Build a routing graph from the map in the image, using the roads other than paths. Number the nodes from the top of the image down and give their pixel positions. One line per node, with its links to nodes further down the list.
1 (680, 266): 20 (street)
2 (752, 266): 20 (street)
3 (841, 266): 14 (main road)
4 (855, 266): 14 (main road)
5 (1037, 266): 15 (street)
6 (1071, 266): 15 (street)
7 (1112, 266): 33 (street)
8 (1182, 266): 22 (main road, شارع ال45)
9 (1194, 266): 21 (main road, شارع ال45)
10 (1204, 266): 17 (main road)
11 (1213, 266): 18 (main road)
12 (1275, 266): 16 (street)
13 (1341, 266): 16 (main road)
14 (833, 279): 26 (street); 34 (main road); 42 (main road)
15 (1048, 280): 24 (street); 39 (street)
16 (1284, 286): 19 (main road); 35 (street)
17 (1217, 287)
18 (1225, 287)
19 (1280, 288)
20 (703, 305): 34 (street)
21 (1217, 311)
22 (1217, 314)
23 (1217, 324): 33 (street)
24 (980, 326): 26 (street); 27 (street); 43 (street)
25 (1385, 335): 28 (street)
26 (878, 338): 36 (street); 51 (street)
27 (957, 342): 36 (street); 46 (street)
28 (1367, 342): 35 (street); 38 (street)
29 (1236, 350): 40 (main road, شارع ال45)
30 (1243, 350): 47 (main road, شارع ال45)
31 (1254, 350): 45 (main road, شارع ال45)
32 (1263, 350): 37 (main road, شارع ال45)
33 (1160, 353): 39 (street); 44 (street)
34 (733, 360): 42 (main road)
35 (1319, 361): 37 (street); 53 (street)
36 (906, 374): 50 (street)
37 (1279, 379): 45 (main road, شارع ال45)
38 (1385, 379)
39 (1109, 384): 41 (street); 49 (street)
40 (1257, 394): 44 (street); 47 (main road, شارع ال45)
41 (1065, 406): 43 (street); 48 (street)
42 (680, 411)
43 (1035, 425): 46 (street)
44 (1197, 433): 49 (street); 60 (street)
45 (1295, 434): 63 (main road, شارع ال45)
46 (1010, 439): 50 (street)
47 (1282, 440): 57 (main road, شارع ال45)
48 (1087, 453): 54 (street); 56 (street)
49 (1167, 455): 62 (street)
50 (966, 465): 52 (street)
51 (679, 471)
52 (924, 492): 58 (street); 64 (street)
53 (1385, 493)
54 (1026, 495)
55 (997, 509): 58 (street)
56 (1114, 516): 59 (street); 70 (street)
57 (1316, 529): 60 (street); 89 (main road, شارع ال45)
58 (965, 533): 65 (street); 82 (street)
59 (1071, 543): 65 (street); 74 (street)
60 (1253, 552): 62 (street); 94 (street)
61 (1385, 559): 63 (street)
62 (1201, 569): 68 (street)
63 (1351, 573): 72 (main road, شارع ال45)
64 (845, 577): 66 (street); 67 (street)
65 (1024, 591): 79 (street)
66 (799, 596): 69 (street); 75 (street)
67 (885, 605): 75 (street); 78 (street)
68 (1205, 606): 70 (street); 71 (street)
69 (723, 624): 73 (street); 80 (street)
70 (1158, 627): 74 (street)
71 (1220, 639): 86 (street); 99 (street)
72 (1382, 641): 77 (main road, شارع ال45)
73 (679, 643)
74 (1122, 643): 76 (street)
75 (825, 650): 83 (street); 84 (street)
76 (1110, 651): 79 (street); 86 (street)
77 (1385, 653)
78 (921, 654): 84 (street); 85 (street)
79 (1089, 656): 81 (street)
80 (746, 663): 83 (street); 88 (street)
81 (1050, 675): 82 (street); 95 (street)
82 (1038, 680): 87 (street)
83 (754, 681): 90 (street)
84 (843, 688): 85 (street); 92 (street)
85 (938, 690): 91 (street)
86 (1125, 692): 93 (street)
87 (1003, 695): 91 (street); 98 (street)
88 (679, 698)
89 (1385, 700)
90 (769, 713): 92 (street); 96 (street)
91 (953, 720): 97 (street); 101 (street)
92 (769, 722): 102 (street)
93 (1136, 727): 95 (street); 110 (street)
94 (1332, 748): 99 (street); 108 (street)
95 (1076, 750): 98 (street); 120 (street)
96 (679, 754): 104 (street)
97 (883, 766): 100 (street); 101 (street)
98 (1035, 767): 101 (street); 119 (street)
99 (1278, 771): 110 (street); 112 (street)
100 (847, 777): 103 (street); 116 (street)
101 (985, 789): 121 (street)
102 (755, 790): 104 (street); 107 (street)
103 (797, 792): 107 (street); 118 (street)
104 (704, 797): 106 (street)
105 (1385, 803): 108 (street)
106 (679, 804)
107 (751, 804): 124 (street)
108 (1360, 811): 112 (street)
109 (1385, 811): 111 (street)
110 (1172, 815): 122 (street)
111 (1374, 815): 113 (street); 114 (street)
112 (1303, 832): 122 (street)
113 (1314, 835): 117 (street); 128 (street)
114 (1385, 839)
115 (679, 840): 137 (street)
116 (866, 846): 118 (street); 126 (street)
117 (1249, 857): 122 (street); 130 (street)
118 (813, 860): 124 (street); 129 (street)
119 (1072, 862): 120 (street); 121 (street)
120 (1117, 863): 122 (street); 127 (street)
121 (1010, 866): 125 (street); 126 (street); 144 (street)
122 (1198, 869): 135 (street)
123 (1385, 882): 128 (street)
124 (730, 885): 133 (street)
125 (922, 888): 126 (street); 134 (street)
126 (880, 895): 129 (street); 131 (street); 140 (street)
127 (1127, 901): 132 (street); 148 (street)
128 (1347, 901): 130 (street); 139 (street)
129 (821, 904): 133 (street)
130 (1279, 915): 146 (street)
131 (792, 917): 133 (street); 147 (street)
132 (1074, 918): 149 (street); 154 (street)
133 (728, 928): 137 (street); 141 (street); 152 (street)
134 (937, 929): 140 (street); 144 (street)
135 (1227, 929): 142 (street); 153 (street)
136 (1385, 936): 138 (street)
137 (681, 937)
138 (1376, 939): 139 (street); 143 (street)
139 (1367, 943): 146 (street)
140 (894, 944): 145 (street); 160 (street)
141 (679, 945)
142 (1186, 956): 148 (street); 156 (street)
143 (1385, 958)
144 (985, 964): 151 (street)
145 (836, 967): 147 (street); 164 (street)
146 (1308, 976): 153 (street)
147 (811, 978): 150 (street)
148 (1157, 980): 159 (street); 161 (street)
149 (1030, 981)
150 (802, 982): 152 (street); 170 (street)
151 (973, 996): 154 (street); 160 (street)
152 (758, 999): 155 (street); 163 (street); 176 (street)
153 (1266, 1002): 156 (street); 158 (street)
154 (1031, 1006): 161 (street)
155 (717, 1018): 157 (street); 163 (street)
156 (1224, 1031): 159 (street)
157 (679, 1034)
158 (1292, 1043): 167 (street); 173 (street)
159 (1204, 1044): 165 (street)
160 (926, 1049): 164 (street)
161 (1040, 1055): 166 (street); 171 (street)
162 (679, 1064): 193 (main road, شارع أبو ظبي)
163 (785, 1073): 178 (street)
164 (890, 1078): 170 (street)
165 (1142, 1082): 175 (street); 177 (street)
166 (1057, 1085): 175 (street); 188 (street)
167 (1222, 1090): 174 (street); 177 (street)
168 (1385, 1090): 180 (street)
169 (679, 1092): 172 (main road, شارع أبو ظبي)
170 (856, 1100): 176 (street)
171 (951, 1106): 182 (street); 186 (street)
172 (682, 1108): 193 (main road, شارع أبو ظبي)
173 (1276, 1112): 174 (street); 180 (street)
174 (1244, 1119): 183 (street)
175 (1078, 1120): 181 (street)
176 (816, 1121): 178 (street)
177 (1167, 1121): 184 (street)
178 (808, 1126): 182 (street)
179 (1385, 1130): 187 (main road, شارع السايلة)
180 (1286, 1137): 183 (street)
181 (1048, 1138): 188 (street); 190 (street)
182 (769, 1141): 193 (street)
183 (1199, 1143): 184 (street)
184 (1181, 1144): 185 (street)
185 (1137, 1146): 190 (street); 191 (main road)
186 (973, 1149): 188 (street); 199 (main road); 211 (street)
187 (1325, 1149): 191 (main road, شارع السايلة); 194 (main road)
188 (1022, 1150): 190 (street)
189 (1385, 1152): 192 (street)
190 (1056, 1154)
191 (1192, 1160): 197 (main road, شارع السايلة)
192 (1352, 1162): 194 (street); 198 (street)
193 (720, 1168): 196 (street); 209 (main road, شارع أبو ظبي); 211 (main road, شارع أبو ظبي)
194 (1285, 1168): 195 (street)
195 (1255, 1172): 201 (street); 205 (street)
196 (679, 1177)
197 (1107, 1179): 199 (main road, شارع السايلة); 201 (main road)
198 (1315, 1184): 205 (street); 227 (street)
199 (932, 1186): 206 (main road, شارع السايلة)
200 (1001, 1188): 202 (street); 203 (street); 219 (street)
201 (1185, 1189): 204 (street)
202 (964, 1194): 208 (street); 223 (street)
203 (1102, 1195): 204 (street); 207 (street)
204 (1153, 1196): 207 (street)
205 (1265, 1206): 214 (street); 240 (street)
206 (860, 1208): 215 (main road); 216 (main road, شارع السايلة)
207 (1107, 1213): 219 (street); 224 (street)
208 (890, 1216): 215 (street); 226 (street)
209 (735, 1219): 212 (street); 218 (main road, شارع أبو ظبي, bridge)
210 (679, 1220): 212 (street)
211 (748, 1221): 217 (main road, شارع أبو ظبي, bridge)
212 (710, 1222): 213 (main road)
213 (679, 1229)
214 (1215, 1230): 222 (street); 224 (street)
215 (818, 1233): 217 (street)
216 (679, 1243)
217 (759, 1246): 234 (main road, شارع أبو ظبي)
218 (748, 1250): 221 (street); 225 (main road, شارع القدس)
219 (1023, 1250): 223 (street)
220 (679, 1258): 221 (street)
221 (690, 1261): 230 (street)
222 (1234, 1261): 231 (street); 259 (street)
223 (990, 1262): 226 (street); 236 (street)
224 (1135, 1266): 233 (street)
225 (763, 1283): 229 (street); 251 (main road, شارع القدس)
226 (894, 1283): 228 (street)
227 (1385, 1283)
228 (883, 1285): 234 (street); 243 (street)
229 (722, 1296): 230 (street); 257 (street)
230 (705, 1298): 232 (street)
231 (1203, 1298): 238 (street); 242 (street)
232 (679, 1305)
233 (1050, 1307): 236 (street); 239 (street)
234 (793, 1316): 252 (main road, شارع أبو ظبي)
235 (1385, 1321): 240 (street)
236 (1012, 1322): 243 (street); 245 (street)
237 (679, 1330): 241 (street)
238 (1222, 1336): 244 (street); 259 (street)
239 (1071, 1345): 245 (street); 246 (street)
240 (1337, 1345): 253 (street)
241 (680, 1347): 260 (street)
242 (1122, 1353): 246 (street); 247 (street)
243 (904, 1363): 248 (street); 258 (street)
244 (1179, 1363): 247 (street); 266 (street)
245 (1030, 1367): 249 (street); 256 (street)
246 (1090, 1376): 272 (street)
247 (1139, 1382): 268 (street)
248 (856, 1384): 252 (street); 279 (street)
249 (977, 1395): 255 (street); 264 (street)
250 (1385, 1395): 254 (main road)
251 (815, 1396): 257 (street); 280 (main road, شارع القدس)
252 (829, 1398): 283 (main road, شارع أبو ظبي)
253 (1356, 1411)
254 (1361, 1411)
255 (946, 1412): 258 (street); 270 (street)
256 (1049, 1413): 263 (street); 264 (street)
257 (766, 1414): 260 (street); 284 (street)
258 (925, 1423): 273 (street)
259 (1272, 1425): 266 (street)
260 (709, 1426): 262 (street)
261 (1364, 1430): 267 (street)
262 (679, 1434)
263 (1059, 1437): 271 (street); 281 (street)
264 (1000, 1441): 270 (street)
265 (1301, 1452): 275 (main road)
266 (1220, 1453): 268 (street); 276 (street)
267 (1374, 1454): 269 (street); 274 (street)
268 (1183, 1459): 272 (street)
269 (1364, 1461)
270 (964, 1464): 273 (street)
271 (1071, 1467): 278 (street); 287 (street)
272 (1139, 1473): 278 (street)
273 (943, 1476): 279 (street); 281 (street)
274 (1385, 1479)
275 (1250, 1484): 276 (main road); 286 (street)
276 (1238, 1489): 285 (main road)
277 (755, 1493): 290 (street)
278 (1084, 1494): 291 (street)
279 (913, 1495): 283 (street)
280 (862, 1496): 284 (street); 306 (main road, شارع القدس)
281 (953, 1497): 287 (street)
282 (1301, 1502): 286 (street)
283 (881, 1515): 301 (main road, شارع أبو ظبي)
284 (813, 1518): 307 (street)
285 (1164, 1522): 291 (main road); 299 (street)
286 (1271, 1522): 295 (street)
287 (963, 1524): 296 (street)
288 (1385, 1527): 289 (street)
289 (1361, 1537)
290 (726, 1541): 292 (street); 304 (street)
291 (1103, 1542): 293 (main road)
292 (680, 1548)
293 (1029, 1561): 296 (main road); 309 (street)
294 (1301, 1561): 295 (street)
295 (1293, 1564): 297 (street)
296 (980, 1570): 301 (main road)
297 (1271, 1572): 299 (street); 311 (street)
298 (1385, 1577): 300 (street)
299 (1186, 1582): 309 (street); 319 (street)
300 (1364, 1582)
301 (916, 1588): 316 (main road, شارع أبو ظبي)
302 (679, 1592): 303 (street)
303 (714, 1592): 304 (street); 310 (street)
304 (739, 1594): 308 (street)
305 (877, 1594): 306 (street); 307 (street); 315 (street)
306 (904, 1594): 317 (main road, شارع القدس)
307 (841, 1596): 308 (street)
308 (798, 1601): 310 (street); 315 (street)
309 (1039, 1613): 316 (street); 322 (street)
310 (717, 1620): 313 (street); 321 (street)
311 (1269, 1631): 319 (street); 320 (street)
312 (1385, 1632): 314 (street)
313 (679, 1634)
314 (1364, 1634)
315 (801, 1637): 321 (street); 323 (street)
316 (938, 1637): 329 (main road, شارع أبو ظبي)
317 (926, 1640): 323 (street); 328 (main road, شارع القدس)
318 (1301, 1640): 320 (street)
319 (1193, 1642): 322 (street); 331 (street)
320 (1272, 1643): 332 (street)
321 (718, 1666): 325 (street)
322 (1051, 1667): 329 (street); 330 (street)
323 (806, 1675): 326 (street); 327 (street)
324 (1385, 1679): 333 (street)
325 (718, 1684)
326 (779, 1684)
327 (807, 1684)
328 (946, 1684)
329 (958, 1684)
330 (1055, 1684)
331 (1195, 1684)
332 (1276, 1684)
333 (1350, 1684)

**Task instructions:**
Looking at the listing above, how many of its lines contain the string "bridge"? Give the number alone.

**Exercise output:**
2